Consider what Labor Secretary Eugene Scalia (son of Antonin) was up to while Hawley was readying his legislation. Late last month, Congress passed a $2 trillion relief package that extended unemployment benefits to gig-economy workers and established a paid sick leave benefit for Americans who work at small businesses. Since then, Trump’s Labor Department has been working diligently to ensure that no U.S. worker has it too easy in the middle of a pandemic and burgeoning economic depression. As the Washington Post reports:
New Labor Department guidance says unemployment benefits apply to gig workers only if they are “forced to suspend operations,” which could dramatically limit options for those workers if their apps are still operating. Other workers also face a high hurdle to qualify for benefits.
The guidance says a worker “may be able to return to his or her place of employment within two weeks” of quarantining, and parents forced to stop work to care for kids after schools closed are not eligible for unemployment after the school year is over. Workers who stay home because they are older or in another high-risk group are also ineligible unless they can prove a medical professional advised them to stop working.
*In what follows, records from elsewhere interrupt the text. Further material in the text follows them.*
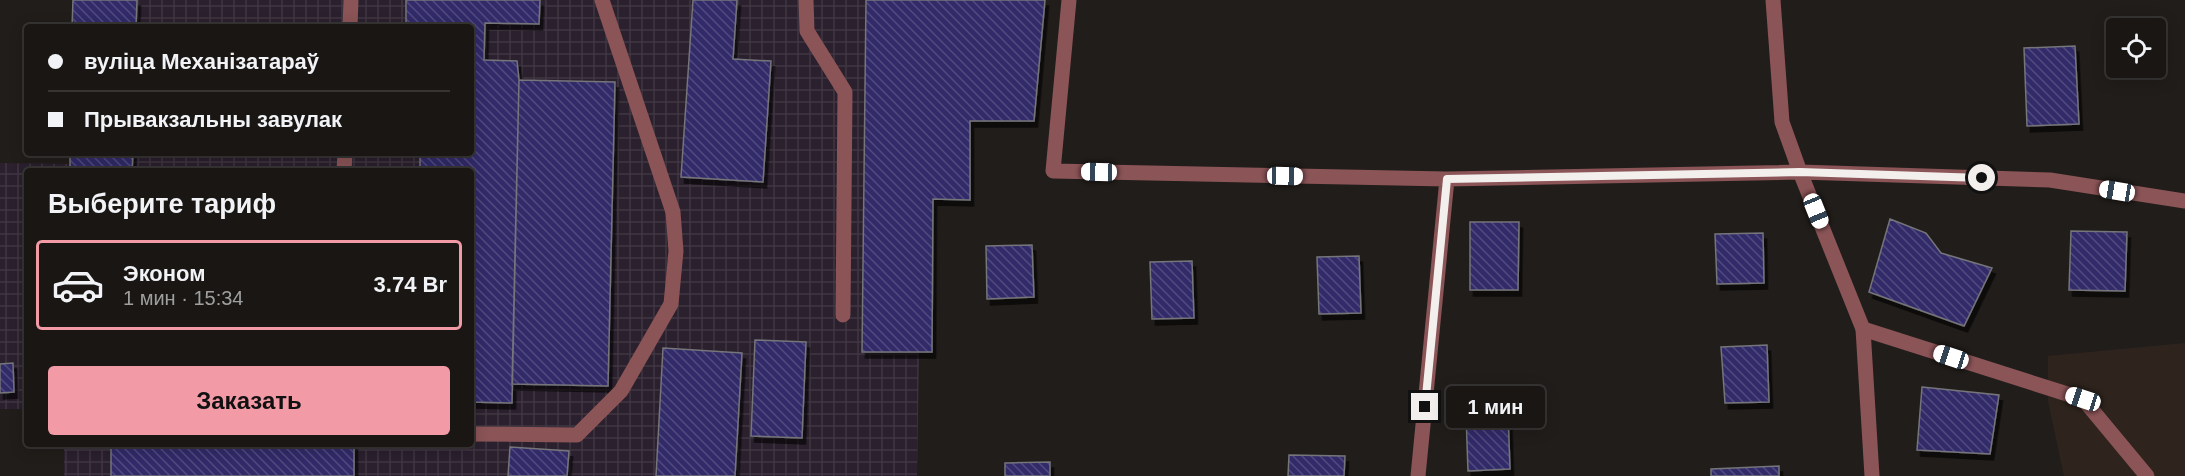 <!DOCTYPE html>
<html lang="ru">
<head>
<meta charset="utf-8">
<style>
  body { margin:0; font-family:Helvetica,sans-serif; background:#221f1d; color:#f1f3f6; height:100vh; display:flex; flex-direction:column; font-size:22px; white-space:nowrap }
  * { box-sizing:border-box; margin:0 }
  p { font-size:20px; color:#9f9fa0 }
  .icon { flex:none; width:33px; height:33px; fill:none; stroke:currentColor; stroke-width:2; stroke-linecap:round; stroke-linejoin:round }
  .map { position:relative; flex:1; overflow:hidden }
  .panel { position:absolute; left:24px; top:168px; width:450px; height:279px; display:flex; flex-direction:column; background:#191614; border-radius:6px; box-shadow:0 3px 15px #0003,0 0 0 2px #373534 }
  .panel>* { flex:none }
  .guide { position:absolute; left:24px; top:24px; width:450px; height:132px; border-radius:6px; box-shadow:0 3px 15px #0003,0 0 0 2px #373534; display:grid; align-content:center; height:132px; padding:0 24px; background:#191614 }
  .tools { position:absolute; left:2106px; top:18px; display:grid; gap:12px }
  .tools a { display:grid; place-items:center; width:60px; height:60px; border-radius:6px; background:#191614; box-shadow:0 3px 15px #0003,0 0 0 2px #373534; font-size:30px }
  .end { position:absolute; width:27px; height:27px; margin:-14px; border:8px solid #f2efed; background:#111; box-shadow:0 0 0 3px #111 }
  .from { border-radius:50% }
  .bubble { position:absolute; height:42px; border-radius:6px; background:#191614; box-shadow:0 3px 15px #0003,0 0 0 2px #373534; font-size:20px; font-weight:700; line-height:42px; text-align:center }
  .car { position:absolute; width:18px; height:36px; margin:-18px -9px; border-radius:8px; box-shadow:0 0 4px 2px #0007; background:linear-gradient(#fff 24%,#345 0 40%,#fff 0 76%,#345 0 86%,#fff 0) }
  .guide b { display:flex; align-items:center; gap:21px; height:57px; font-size:22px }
  .guide b+b { border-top:2px solid #373534 }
  .guide i { width:15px; height:15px; background:#f1f3f6 }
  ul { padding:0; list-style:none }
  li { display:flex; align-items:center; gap:18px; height:90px; margin:0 12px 9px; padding:0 12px; border:3px solid transparent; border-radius:6px }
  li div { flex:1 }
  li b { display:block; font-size:22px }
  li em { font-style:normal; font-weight:700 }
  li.active { border-color:#f39aa7 }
  li>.icon { width:54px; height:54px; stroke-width:1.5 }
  h2 { padding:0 24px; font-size:27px; line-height:72px }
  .action { display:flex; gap:12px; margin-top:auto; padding:12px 24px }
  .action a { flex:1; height:69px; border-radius:6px; background:#f39aa7; color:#111; font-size:24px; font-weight:700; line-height:69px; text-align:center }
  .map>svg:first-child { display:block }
</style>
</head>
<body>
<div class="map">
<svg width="2185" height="476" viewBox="0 0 2185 476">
  <defs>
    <pattern id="industrial-grid" width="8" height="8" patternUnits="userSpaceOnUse" patternTransform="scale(1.5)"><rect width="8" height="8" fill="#2b202e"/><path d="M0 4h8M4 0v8" fill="none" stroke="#403642"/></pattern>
    <pattern id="building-back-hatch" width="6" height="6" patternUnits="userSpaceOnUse" patternTransform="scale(1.5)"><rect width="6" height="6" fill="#322c69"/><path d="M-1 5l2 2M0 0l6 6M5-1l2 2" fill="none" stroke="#504b7f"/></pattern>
    <filter id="shadow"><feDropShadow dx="3.5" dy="6" stdDeviation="0" flood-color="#0009"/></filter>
  </defs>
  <rect width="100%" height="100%" fill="#211d1a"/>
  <path fill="url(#industrial-grid)" d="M72,0H1045L1034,121H971L970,200H933L932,352L919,353L917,476H64V444H471V171H27V409H0V163L70,164V153H471V27H72Z"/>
  <path fill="#2e241d" d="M2185,343V476H2064L2048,401V356Z"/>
  <path fill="url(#building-back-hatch)" stroke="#74747a" stroke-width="1.5" filter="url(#shadow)" d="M73,0H137L136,27H72Z
    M406,0H540L539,24L485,23L484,60L517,61L519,80L512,403L471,402V171H420V153H471V27H431V24L406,23Z
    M693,0H737L733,59L771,61L763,182L681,177Z
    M866,0H1045L1034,121H970V200L933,199L932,352H862Z
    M2075,46L2079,124L2027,126L2024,48Z
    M519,80L615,82L608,386L512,384Z
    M70,153H133L132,171H70Z
    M1890,219L1926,233L1941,253L1992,268L1964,326L1869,292Z
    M1470,222H1519L1518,290H1470Z
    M2071,231L2127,232L2125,291L2069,290Z
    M1763,233L1764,283L1717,284L1715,234Z
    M1032,245L1034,297L987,299L986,246Z
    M1359,256L1361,313L1319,314L1317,257Z
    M1192,261L1194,318L1152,319L1150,262Z
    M755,340L806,342L802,438L751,436Z
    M1767,345L1769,402L1725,403L1721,347Z
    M663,348L742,353L735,476H656Z
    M13,363L14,392L0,393V364Z
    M1922,387L1999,395L1990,454L1917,450Z
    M1508,413L1510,469L1468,471L1466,415Z
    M111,444H354V476H111Z
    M510,447L569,451L567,476H508Z
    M1289,455L1345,456L1344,476H1288Z
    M1050,462V476H1005V463Z
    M1779,466V476H1711V469Z"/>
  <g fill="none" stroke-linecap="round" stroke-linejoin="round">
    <path stroke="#8b5457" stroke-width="15" d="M806,0L807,31L845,92L843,315
      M350,27L351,0
      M344,171L345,153
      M1863,329L2083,399L2147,476
      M471,434L577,435L621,391L671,304L676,251L673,212L602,0"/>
    <path stroke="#8b5457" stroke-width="15" d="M1069,0L1053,171L1447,179L1800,172L1782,122L1773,0
      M1418,476L1447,179
      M1872,476L1863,329L1800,172L2050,180L2185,201"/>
  </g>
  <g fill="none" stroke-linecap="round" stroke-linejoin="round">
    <path stroke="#f2efed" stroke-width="8" d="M1425,407L1447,179L1800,172L1982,178"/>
  </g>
</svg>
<div class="tools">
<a><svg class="icon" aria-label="locate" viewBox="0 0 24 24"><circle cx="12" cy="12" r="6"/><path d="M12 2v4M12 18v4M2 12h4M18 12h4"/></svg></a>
</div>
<i class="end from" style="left:1982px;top:178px"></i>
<i class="end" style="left:1425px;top:407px"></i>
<div class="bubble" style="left:1446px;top:386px;width:99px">1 мин</div>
<i class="car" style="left:1099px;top:172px;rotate:271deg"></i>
<i class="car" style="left:1285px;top:176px;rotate:91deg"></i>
<i class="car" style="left:2117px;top:191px;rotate:279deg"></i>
<i class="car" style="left:1816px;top:211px;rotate:158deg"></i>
<i class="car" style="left:1951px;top:357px;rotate:288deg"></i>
<i class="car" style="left:2083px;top:399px;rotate:288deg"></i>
<div class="guide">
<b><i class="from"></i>вуліца Механізатараў</b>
<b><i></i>Прывакзальны завулак</b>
</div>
<section class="panel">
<h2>Выберите тариф</h2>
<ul>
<li class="active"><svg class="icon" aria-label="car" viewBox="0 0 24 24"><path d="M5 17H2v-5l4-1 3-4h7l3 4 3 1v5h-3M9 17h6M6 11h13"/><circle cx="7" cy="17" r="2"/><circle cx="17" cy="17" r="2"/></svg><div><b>Эконом</b><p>1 мин · 15:34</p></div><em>3.74 Br</em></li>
</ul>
<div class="action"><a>Заказать</a></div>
</section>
</div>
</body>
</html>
Even as Scalia requires gig workers to meticulously document their unemployment, he’s allowed small businesses to deny their workers paid sick leave without providing any documentary evidence that they can’t afford to do so (the Labor Department does ask such employers to “retain such records for its own files). Meanwhile, Trump’s Labor Department has declined to require employers to implement CDC guidelines for workplace safety:
The CDC has issued recommendations for the public and businesses to follow practices such as social distancing and sanitizing workstations. OSHA could make those guidelines mandatory for all employers or for all essential employees but has not done so.
“Some of the OSHA staff is frustrated they can’t do more to protect workers. They want an emergency standard that would require employers to follow CDC guidelines,” said David Michaels, a George Washington University School of Public Health professor who served as assistant secretary of labor for occupational safety and health in the Obama administration.
Red America remains a boss’s country; some working people just live there.